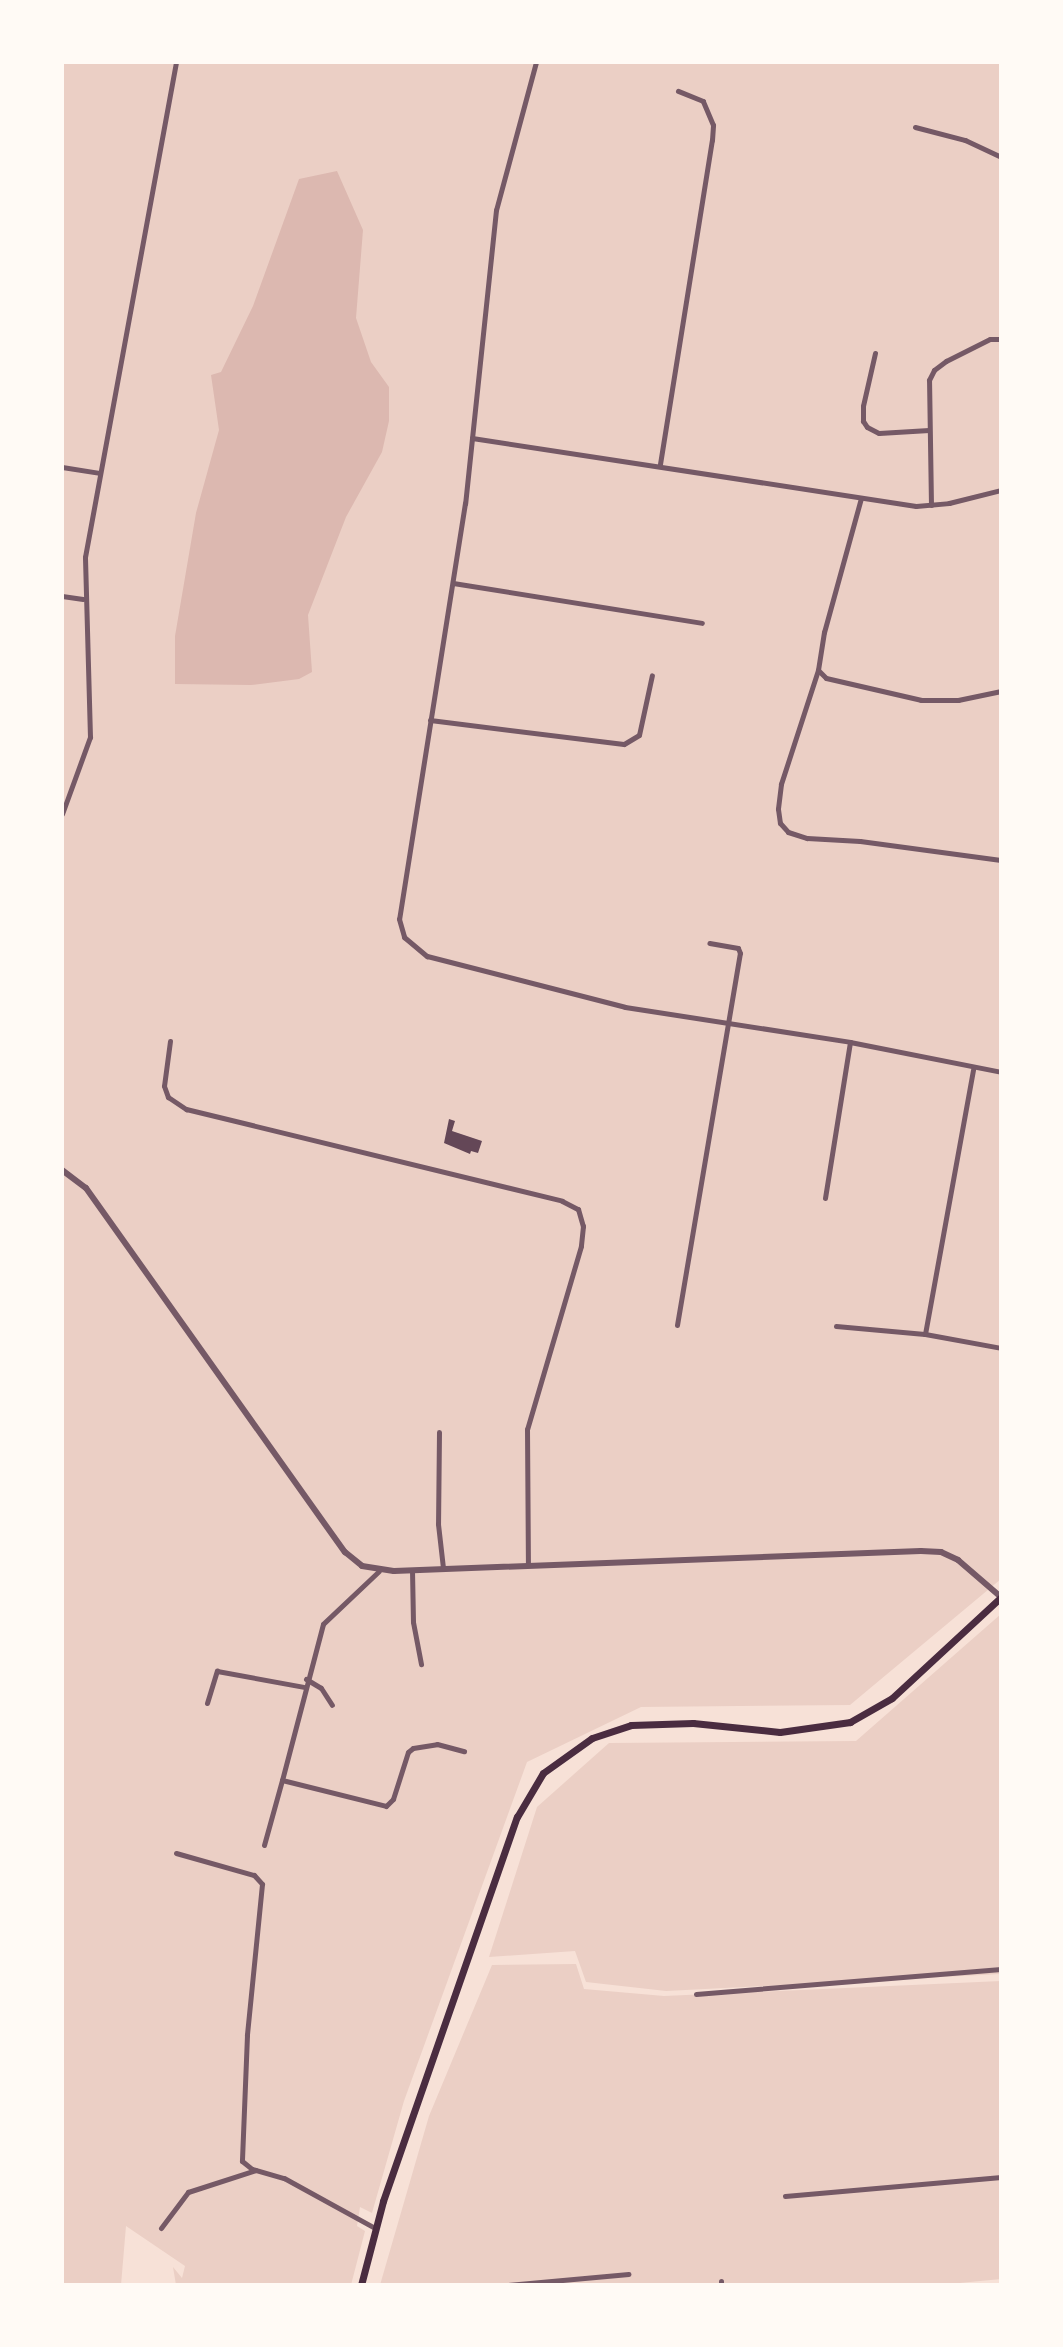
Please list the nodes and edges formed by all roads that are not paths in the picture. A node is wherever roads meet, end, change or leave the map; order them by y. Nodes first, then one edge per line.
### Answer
1 (176, 62) edge
2 (536, 62) edge
3 (678, 91) dead end
4 (915, 127) dead end
5 (1001, 157) edge
6 (1001, 339) edge
7 (875, 353) dead end
8 (929, 430) junction
9 (472, 438) junction
10 (660, 464) junction
11 (62, 467) edge
12 (98, 473) junction
13 (1001, 490) edge
14 (861, 498) junction
15 (931, 505) junction
16 (453, 583) junction
17 (62, 596) edge
18 (83, 599) junction
19 (702, 623) dead end
20 (818, 670) junction
21 (652, 675) dead end
22 (1001, 691) edge
23 (430, 720) junction
24 (62, 814) edge
25 (1001, 860) edge
26 (709, 943) dead end
27 (728, 1024) junction
28 (170, 1041) dead end
29 (850, 1042) junction
30 (973, 1069) junction
31 (1001, 1072) edge
32 (62, 1170) edge
33 (825, 1198) dead end
34 (677, 1325) dead end
35 (836, 1326) dead end
36 (925, 1334) junction
37 (1001, 1348) edge
38 (439, 1432) dead end
39 (528, 1565) junction
40 (443, 1568) junction
41 (412, 1570) junction
42 (379, 1571) junction
43 (1001, 1597) edge
44 (421, 1664) dead end
45 (306, 1679) junction
46 (304, 1687) junction
47 (207, 1703) dead end
48 (332, 1705) dead end
49 (464, 1751) dead end
50 (282, 1780) junction
51 (264, 1845) dead end
52 (176, 1853) dead end
53 (1001, 1969) edge
54 (696, 1994) dead end
55 (257, 2170) junction
56 (1001, 2177) edge
57 (785, 2196) dead end
58 (161, 2228) dead end
59 (375, 2228) junction
60 (629, 2274) dead end
61 (361, 2285) edge
62 (507, 2285) edge

1 - 12 street
2 - 9 street
3 - 10 street
4 - 5 street
6 - 8 street
7 - 8 street
8 - 15 street
9 - 10 street
9 - 16 street
10 - 14 street
11 - 12 street
12 - 18 street
13 - 15 street
14 - 15 street
14 - 20 street
16 - 19 street
16 - 23 street
17 - 18 street
18 - 24 street
20 - 22 street
20 - 25 street
21 - 23 street
23 - 27 street
26 - 27 street
27 - 29 street
27 - 34 street
28 - 39 street
29 - 30 street
29 - 33 street
30 - 31 street
30 - 36 street
32 - 42 street
35 - 36 street
36 - 37 street
38 - 40 street
39 - 40 street
39 - 43 street
40 - 41 street
41 - 42 street
41 - 44 street
42 - 45 street
43 - 59 main road
45 - 46 street
45 - 48 street
46 - 47 street
46 - 50 street
49 - 50 street
50 - 51 street
52 - 55 street
53 - 54 street
55 - 58 street
55 - 59 street
56 - 57 street
59 - 61 main road
60 - 62 street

______

• _AIM OF THE TASK_: Please return the records above exactly as written, dropping every picture.

• _RESULT OF THIS EXERCISE_:
Please list the nodes and edges formed by all roads that are not paths in the picture. A node is wherever roads meet, end, change or leave the map; order them by y. Nodes first, then one edge per line.
### Answer
1 (176, 62) edge
2 (536, 62) edge
3 (678, 91) dead end
4 (915, 127) dead end
5 (1001, 157) edge
6 (1001, 339) edge
7 (875, 353) dead end
8 (929, 430) junction
9 (472, 438) junction
10 (660, 464) junction
11 (62, 467) edge
12 (98, 473) junction
13 (1001, 490) edge
14 (861, 498) junction
15 (931, 505) junction
16 (453, 583) junction
17 (62, 596) edge
18 (83, 599) junction
19 (702, 623) dead end
20 (818, 670) junction
21 (652, 675) dead end
22 (1001, 691) edge
23 (430, 720) junction
24 (62, 814) edge
25 (1001, 860) edge
26 (709, 943) dead end
27 (728, 1024) junction
28 (170, 1041) dead end
29 (850, 1042) junction
30 (973, 1069) junction
31 (1001, 1072) edge
32 (62, 1170) edge
33 (825, 1198) dead end
34 (677, 1325) dead end
35 (836, 1326) dead end
36 (925, 1334) junction
37 (1001, 1348) edge
38 (439, 1432) dead end
39 (528, 1565) junction
40 (443, 1568) junction
41 (412, 1570) junction
42 (379, 1571) junction
43 (1001, 1597) edge
44 (421, 1664) dead end
45 (306, 1679) junction
46 (304, 1687) junction
47 (207, 1703) dead end
48 (332, 1705) dead end
49 (464, 1751) dead end
50 (282, 1780) junction
51 (264, 1845) dead end
52 (176, 1853) dead end
53 (1001, 1969) edge
54 (696, 1994) dead end
55 (257, 2170) junction
56 (1001, 2177) edge
57 (785, 2196) dead end
58 (161, 2228) dead end
59 (375, 2228) junction
60 (629, 2274) dead end
61 (361, 2285) edge
62 (507, 2285) edge

1 - 12 street
2 - 9 street
3 - 10 street
4 - 5 street
6 - 8 street
7 - 8 street
8 - 15 street
9 - 10 street
9 - 16 street
10 - 14 street
11 - 12 street
12 - 18 street
13 - 15 street
14 - 15 street
14 - 20 street
16 - 19 street
16 - 23 street
17 - 18 street
18 - 24 street
20 - 22 street
20 - 25 street
21 - 23 street
23 - 27 street
26 - 27 street
27 - 29 street
27 - 34 street
28 - 39 street
29 - 30 street
29 - 33 street
30 - 31 street
30 - 36 street
32 - 42 street
35 - 36 street
36 - 37 street
38 - 40 street
39 - 40 street
39 - 43 street
40 - 41 street
41 - 42 street
41 - 44 street
42 - 45 street
43 - 59 main road
45 - 46 street
45 - 48 street
46 - 47 street
46 - 50 street
49 - 50 street
50 - 51 street
52 - 55 street
53 - 54 street
55 - 58 street
55 - 59 street
56 - 57 street
59 - 61 main road
60 - 62 street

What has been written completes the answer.